Dot product can also be used to solve the problem of the largest common point set. The largest common point set has many applications for image retrieval and pattern recognition. Image retrieval can be divided into two categories(text-based or content-based) according to the way of describing image content. Today, as image data grows rapidly, text-based image retrieval has been eliminated. Obviously, getting the largest set of common points is a great help for content-based image retrieval.

Approximate closet-pair queries can be easily accomplished by copying the PLEB algorithm. The scheme in paper can solve the dynamic closet-pair problem in sublinear time.This is a very powerful feature, because dynamic additions and deletions are a basic requirement in practical applications. 

The LSH algorithm and its variants are widely used today. They are successfully used to solve computational problems. In the new literature by Indyk and Andoni (2008), they developed the LSH family for the Euclidean distances.

ANN also has many excellent libraries.

ANNOY(Approximate Nearest Neighbor Oh Yeah) is an open source library to search for points in space that are close to a given query point. It is considered to be one of the best ANN libraries. In the recent version of ANNOY, it constructs multiple hierarchical 2-means trees. In each iteration, two centers are formed by clustering the subset of samples. These two centers define a partition hyperplane that is equidistant from the center. The data points are then divided into two subtrees by a hyperplane, and the algorithm recursively indexes on each subtree. The search process is performed by the travel tree nodes of multiple random projection trees. ANNOY has been used in the recommendation engine of spotify.com.

FLANN(Fast Library for Approximate Nearest Neighbors) is an automatic nearest neighbor algorithm configuration method. It can select the most appropriate algorithm from the randomized kd-tree, hierarchical k-means tree and linear scan methods for the target data set, and can also specify the accuracy.

In addition, ANN's libraries also includes Kgrapth, Nearpy, LsHash, etc.

In Indyk, Motawani, Har-Peled's paper in 2010, they replaced PLEB with the closer term 'approximate near neighbor'. In addition, many algorithms in this paper are improved to be simpler and general. The reduction for near to the nearest is much simpler and more efficient than before. It applies general metric spaces, and only needs near-linear number of ANN queries. New applications like 'The approximate minimum spanning tree' are also shown in the new paper.

## Presentation

The structure of the paper is clear and generally easy to read. I think that for questions such as PLEB, The Bucketing Method, or data structures like Ring-Cover Trees, it would be easier for readers to understand if they can add some images when interpreting.In addition, some special symbols or formulas may confuse the reader.It would be better if some mathematical expressions are accompanied by a clear explanation.

## References 

Indyk, P., & Motwani, R. 1998, May. Approximate nearest neighbors: towards removing the curse of dimensionality. In Proceedings of the thirtieth annual ACM symposium on Theory of computing (pp. 604-613). ACM.
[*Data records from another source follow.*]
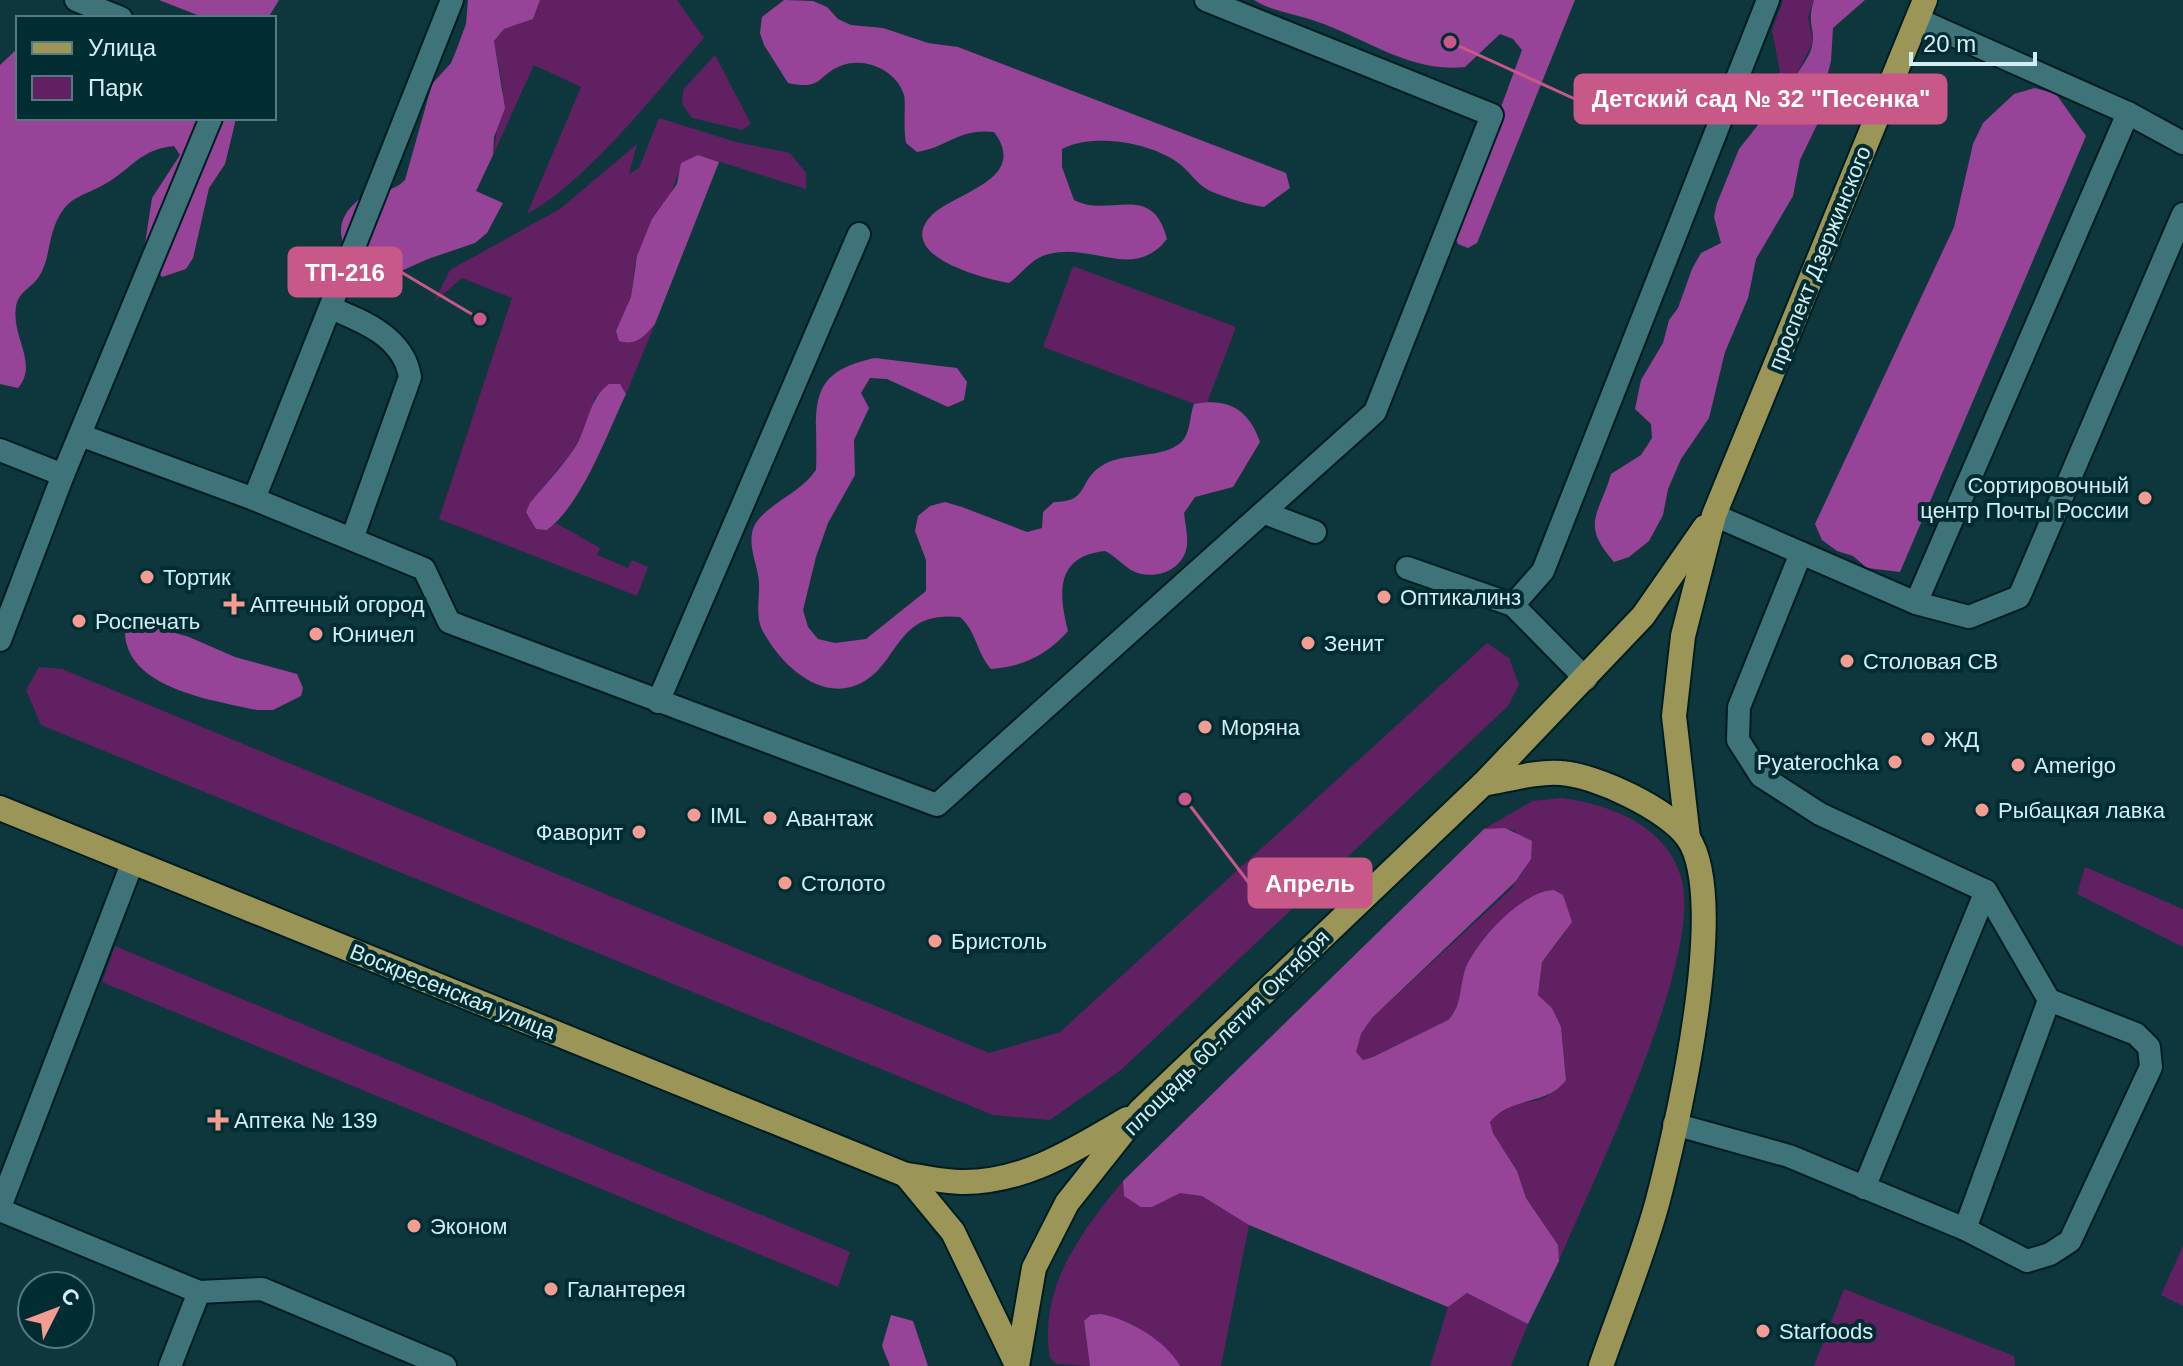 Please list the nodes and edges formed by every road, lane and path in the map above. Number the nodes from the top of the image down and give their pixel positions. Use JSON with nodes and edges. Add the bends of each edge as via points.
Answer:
{"nodes":[{"id":1,"x":76,"y":0,"type":"edge"},
{"id":2,"x":452,"y":0,"type":"edge"},
{"id":3,"x":1206,"y":0,"type":"edge"},
{"id":4,"x":1768,"y":0,"type":"edge"},
{"id":5,"x":1921,"y":10,"type":"edge"},
{"id":6,"x":116,"y":16,"type":"edge"},
{"id":7,"x":2128,"y":113,"type":"junction"},
{"id":8,"x":210,"y":120,"type":"edge"},
{"id":9,"x":2183,"y":143,"type":"edge"},
{"id":10,"x":2183,"y":214,"type":"edge"},
{"id":11,"x":859,"y":234,"type":"dead end"},
{"id":12,"x":331,"y":308,"type":"junction"},
{"id":13,"x":80,"y":435,"type":"junction"},
{"id":14,"x":0,"y":450,"type":"edge"},
{"id":15,"x":63,"y":475,"type":"junction"},
{"id":16,"x":254,"y":499,"type":"junction"},
{"id":17,"x":1265,"y":513,"type":"junction"},
{"id":18,"x":1714,"y":515,"type":"junction"},
{"id":19,"x":1315,"y":532,"type":"dead end"},
{"id":20,"x":352,"y":539,"type":"junction"},
{"id":21,"x":1801,"y":553,"type":"junction"},
{"id":22,"x":1407,"y":568,"type":"dead end"},
{"id":23,"x":1916,"y":603,"type":"junction"},
{"id":24,"x":1513,"y":605,"type":"junction"},
{"id":25,"x":0,"y":640,"type":"edge"},
{"id":26,"x":1586,"y":679,"type":"junction"},
{"id":27,"x":658,"y":702,"type":"junction"},
{"id":28,"x":1483,"y":784,"type":"junction"},
{"id":29,"x":0,"y":808,"type":"edge"},
{"id":30,"x":1688,"y":838,"type":"junction"},
{"id":31,"x":133,"y":861,"type":"junction"},
{"id":32,"x":1986,"y":891,"type":"junction"},
{"id":33,"x":2049,"y":1000,"type":"junction"},
{"id":34,"x":1140,"y":1111,"type":"junction"},
{"id":35,"x":1674,"y":1124,"type":"junction"},
{"id":36,"x":906,"y":1175,"type":"junction"},
{"id":37,"x":1864,"y":1188,"type":"junction"},
{"id":38,"x":0,"y":1208,"type":"edge"},
{"id":39,"x":1965,"y":1229,"type":"junction"},
{"id":40,"x":199,"y":1292,"type":"junction"},
{"id":41,"x":170,"y":1366,"type":"edge"},
{"id":42,"x":445,"y":1366,"type":"edge"},
{"id":43,"x":1017,"y":1366,"type":"edge"},
{"id":44,"x":1601,"y":1366,"type":"edge"}],
"edges":[{"from":1,"to":6,"type":"lane"},
{"from":2,"to":12,"type":"lane"},
{"from":3,"to":17,"type":"lane","via":[[1492,115],[1375,412]]},
{"from":4,"to":24,"type":"lane","via":[[1543,571]]},
{"from":5,"to":7,"type":"lane"},
{"from":5,"to":18,"type":"main road","name":"проспект Дзержинского"},
{"from":7,"to":9,"type":"lane"},
{"from":7,"to":23,"type":"lane"},
{"from":8,"to":13,"type":"lane"},
{"from":10,"to":23,"type":"lane","via":[[2019,597],[1969,617]]},
{"from":11,"to":27,"type":"lane"},
{"from":12,"to":16,"type":"lane"},
{"from":12,"to":20,"type":"lane","via":[[397,345],[408,361],[410,377]]},
{"from":13,"to":15,"type":"lane"},
{"from":13,"to":16,"type":"lane"},
{"from":14,"to":15,"type":"lane"},
{"from":15,"to":25,"type":"lane"},
{"from":16,"to":20,"type":"lane"},
{"from":17,"to":19,"type":"lane"},
{"from":17,"to":27,"type":"lane","via":[[937,805]]},
{"from":18,"to":21,"type":"lane"},
{"from":18,"to":26,"type":"main road","name":"площадь 60-летия Октября","via":[[1643,616]]},
{"from":18,"to":30,"type":"main road","via":[[1683,636],[1674,716]]},
{"from":20,"to":27,"type":"lane","via":[[424,569],[449,622]]},
{"from":21,"to":23,"type":"lane"},
{"from":21,"to":32,"type":"lane","via":[[1739,707],[1738,740],[1761,776],[1820,814]]},
{"from":22,"to":24,"type":"lane"},
{"from":24,"to":26,"type":"lane"},
{"from":26,"to":28,"type":"main road","name":"площадь 60-летия Октября"},
{"from":28,"to":30,"type":"main road","via":[[1559,772],[1592,779],[1643,802]]},
{"from":28,"to":34,"type":"main road","name":"площадь 60-летия Октября"},
{"from":29,"to":31,"type":"main road","name":"Воскресенская улица"},
{"from":30,"to":35,"type":"main road","via":[[1704,888],[1704,953]]},
{"from":31,"to":36,"type":"main road","name":"Воскресенская улица"},
{"from":31,"to":38,"type":"lane"},
{"from":32,"to":33,"type":"lane"},
{"from":32,"to":37,"type":"lane"},
{"from":33,"to":39,"type":"lane"},
{"from":33,"to":39,"type":"lane","via":[[2136,1034],[2149,1047],[2151,1067],[2070,1241],[2027,1261]]},
{"from":34,"to":36,"type":"main road","name":"Воскресенская улица","via":[[1065,1156],[1008,1178],[961,1182]]},
{"from":34,"to":43,"type":"main road","name":"площадь 60-летия Октября","via":[[1067,1203],[1034,1268]]},
{"from":35,"to":37,"type":"lane","via":[[1789,1156]]},
{"from":35,"to":44,"type":"main road","via":[[1657,1201]]},
{"from":36,"to":43,"type":"main road","name":"Воскресенская улица","via":[[953,1232]]},
{"from":37,"to":39,"type":"lane"},
{"from":38,"to":40,"type":"lane"},
{"from":40,"to":41,"type":"lane"},
{"from":40,"to":42,"type":"lane","via":[[262,1289]]}]}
Li, W., Zhang, Y., Sun, Y., Wang, W., Li, M., Zhang, W., & Lin, X. 2019. Approximate nearest neighbor search on high dimensional data-experiments, analyses, and improvement. IEEE Transactions on Knowledge and Data Engineering.

Har-Peled, S., Indyk, P., & Motwani, R. 2012. Approximate nearest neighbor: Towards removing the curse of dimensionality. Theory of computing, 8(1), 321-350.
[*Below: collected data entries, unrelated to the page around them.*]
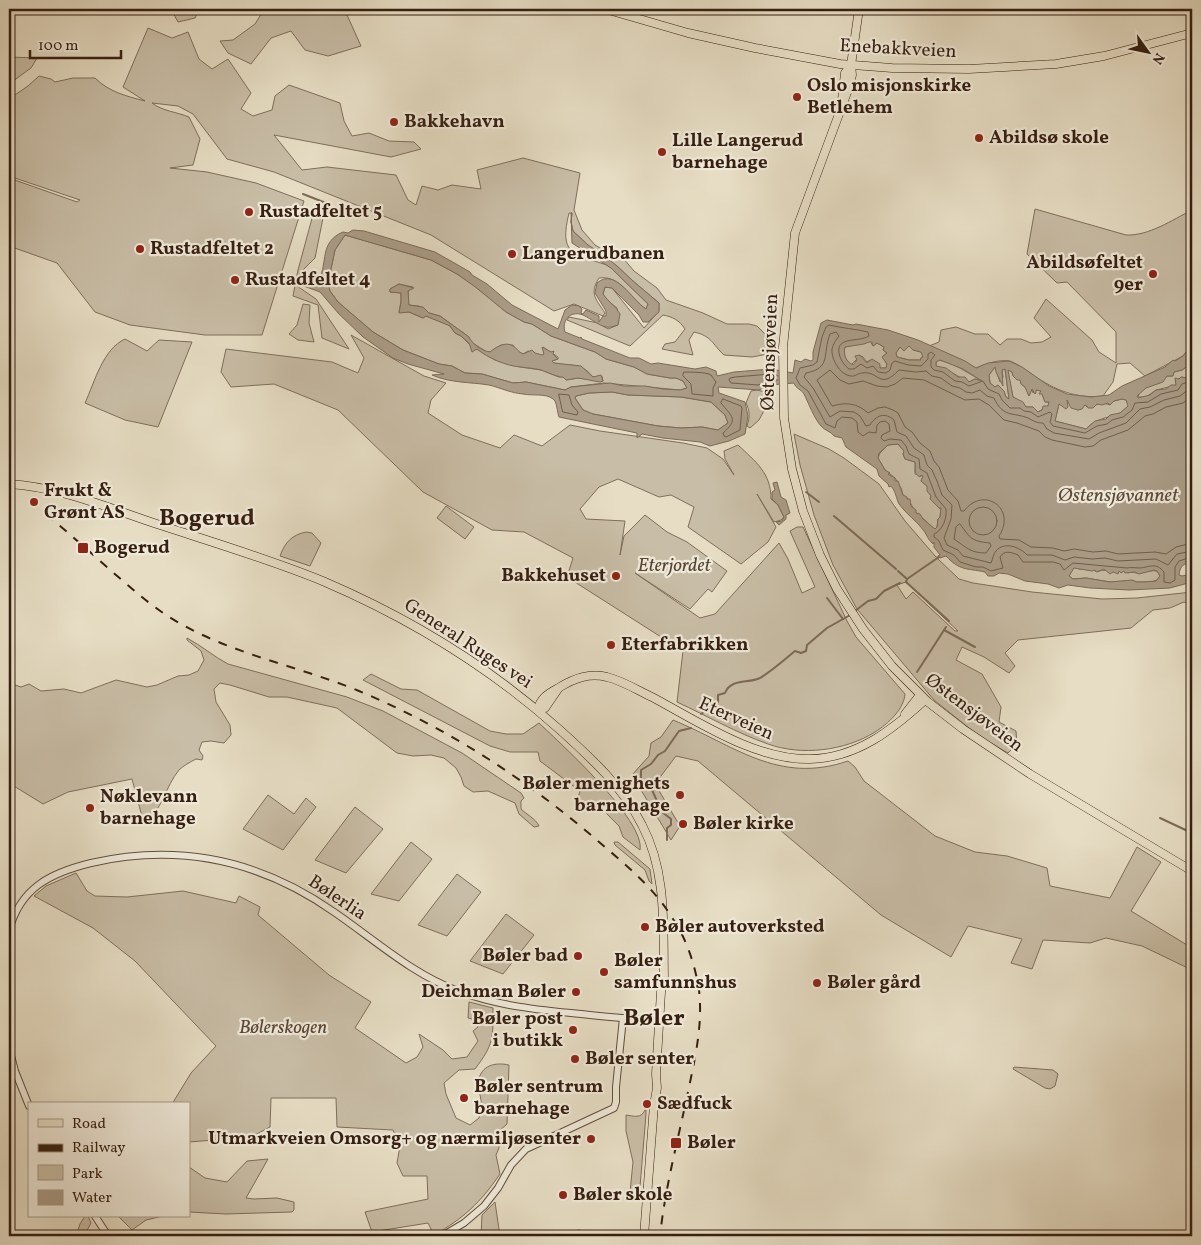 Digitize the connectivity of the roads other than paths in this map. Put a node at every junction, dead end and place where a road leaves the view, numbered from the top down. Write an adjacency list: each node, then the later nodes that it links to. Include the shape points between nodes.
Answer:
1 (605, 9): 4 (main road, Enebakkveien, via 715,39)
2 (859, 9): 4 (main road, Østensjøveien)
3 (1192, 33): 4 (main road, Enebakkveien, via 1102,56 1038,66 949,69)
4 (851, 65): 6 (main road, Østensjøveien, via 852,78 795,234 782,371 784,418 792,469 805,516 824,564 852,614 892,666)
5 (9, 484): 7 (main road, General Ruges vei, via 81,498 326,583 434,637)
6 (923, 697): 7 (main road, Eterveien, via 882,736 862,747 840,755 809,759 761,751 605,677 579,678 559,688 546,708); 8 (main road, Østensjøveien, via 963,729 1030,774)
7 (538, 710): 11 (main road, General Ruges vei, via 598,766 629,804 648,837 660,879)
8 (1192, 871)
9 (9, 931): 10 (street, Bølerlia, via 15,912 25,897 40,883 62,872 130,856 175,854 214,859 260,872 301,890 410,967 453,989 510,1006)
10 (623, 1018): 11 (street, Bølerlia); 16 (street, via 615,1106 526,1149 511,1165 484,1206)
11 (663, 1021): 17 (main road, General Ruges vei)
12 (9, 1048): 13 (street)
13 (28, 1104)
14 (96, 1218): 15 (street)
15 (108, 1236)
16 (442, 1236)
17 (644, 1236)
Muja, M., & Lowe, D. G. 2009. Fast approximate nearest neighbors with automatic algorithm configuration. VISAPP (1), 2(331-340), 2.
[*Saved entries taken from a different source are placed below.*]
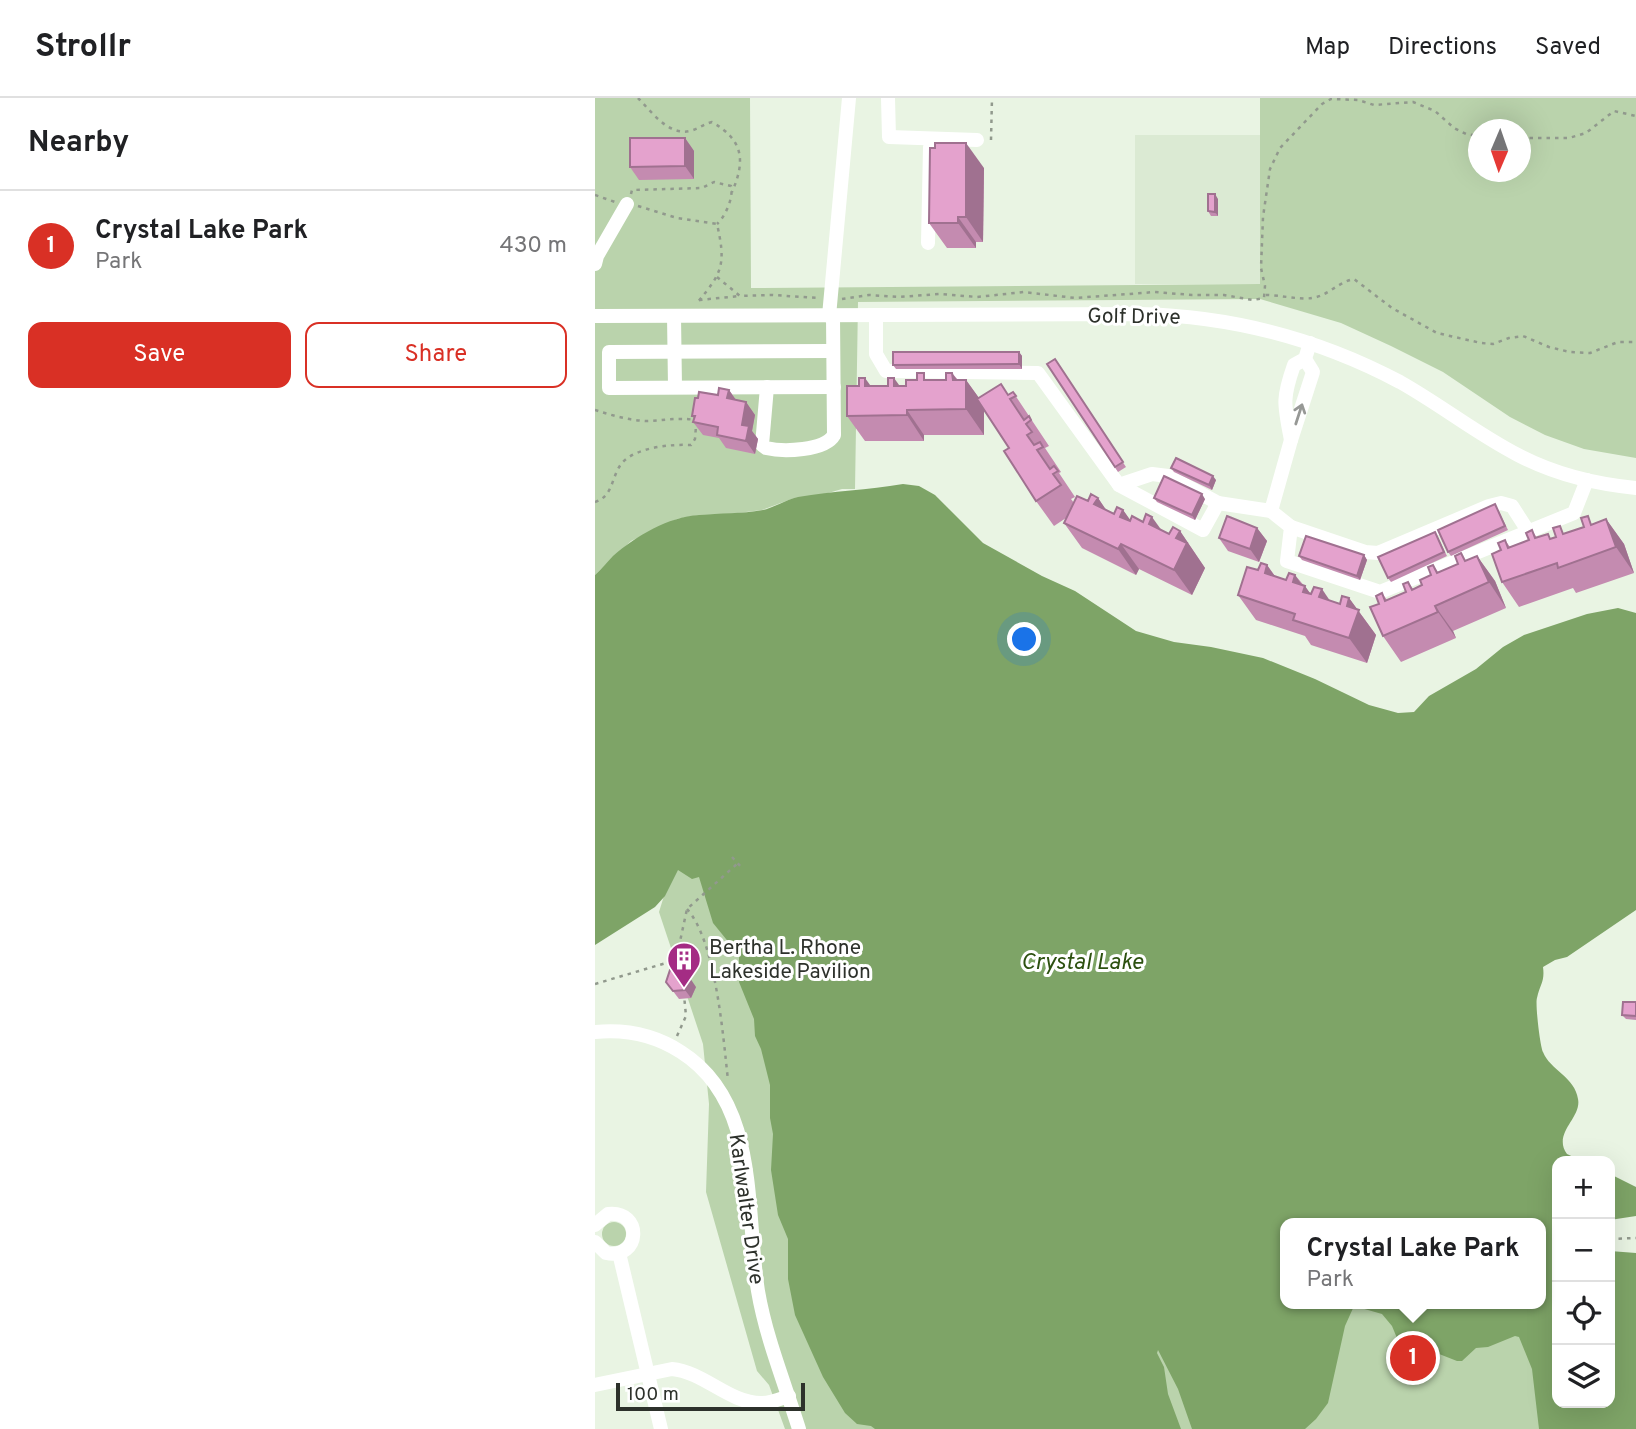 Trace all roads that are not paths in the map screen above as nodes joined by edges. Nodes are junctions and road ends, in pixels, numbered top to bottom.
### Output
1 (849, 98) edge
2 (888, 98) edge
3 (930, 138) junction
4 (977, 140) road end
5 (627, 204) road end
6 (928, 243) edge
7 (595, 264) edge
8 (595, 316) edge
9 (680, 316) junction
10 (831, 316) junction
11 (876, 316) junction
12 (1310, 344) junction
13 (832, 351) junction
14 (674, 352) junction
15 (1305, 359) junction
16 (675, 387) junction
17 (767, 387) junction
18 (834, 387) junction
19 (1291, 440) junction
20 (1587, 480) junction
21 (1119, 485) junction
22 (1636, 488) edge
23 (1218, 503) junction
24 (1271, 511) junction
25 (1291, 527) junction
26 (1528, 531) junction
27 (595, 1032) edge
28 (595, 1225) edge
29 (595, 1242) edge
30 (619, 1253) junction
31 (649, 1372) junction
32 (595, 1385) edge
33 (789, 1396) junction
34 (661, 1429) edge
35 (799, 1429) edge

1 - 10 street
2 - 3 street
3 - 4 street
3 - 6 street
5 - 7 street
8 - 9 street, Golf Drive
9 - 10 street, Golf Drive
9 - 14 street
10 - 11 street, Golf Drive
10 - 13 street
11 - 12 street, Golf Drive
11 - 21 street
12 - 15 street
12 - 20 street, Golf Drive
13 - 14 street
13 - 18 street
14 - 16 street
14 - 16 street
19 -> 15 street
15 - 19 street
16 - 17 street
17 - 18 street
17 - 18 street
19 - 24 street
20 - 22 street, Golf Drive
20 - 26 street
21 - 23 street
21 - 23 street
23 - 24 street
24 - 25 street
25 - 26 street
25 - 26 street
27 - 33 street, Karlwalter Drive
28 - 30 street
29 - 30 street
30 - 31 street
31 - 32 street
31 - 33 street
31 - 34 street
33 - 35 street, Karlwalter Drive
Arya, S., Mount, D. M., Netanyahu, N. S., Silverman, R., & Wu, A. Y. 1998. An optimal algorithm for approximate nearest neighbor searching fixed dimensions. Journal of the ACM (JACM), 45(6), 891-923.

Arya, S., & Mount, D. M. 1993, January. Approximate Nearest Neighbor Queries in Fixed Dimensions. In SODA (Vol. 93, pp. 271-280).

Andoni, A., & Indyk, P. 2008. Near-optimal hashing algorithms for approximate nearest neighbor in high dimensions. Communications of the ACM, 51(1), 117.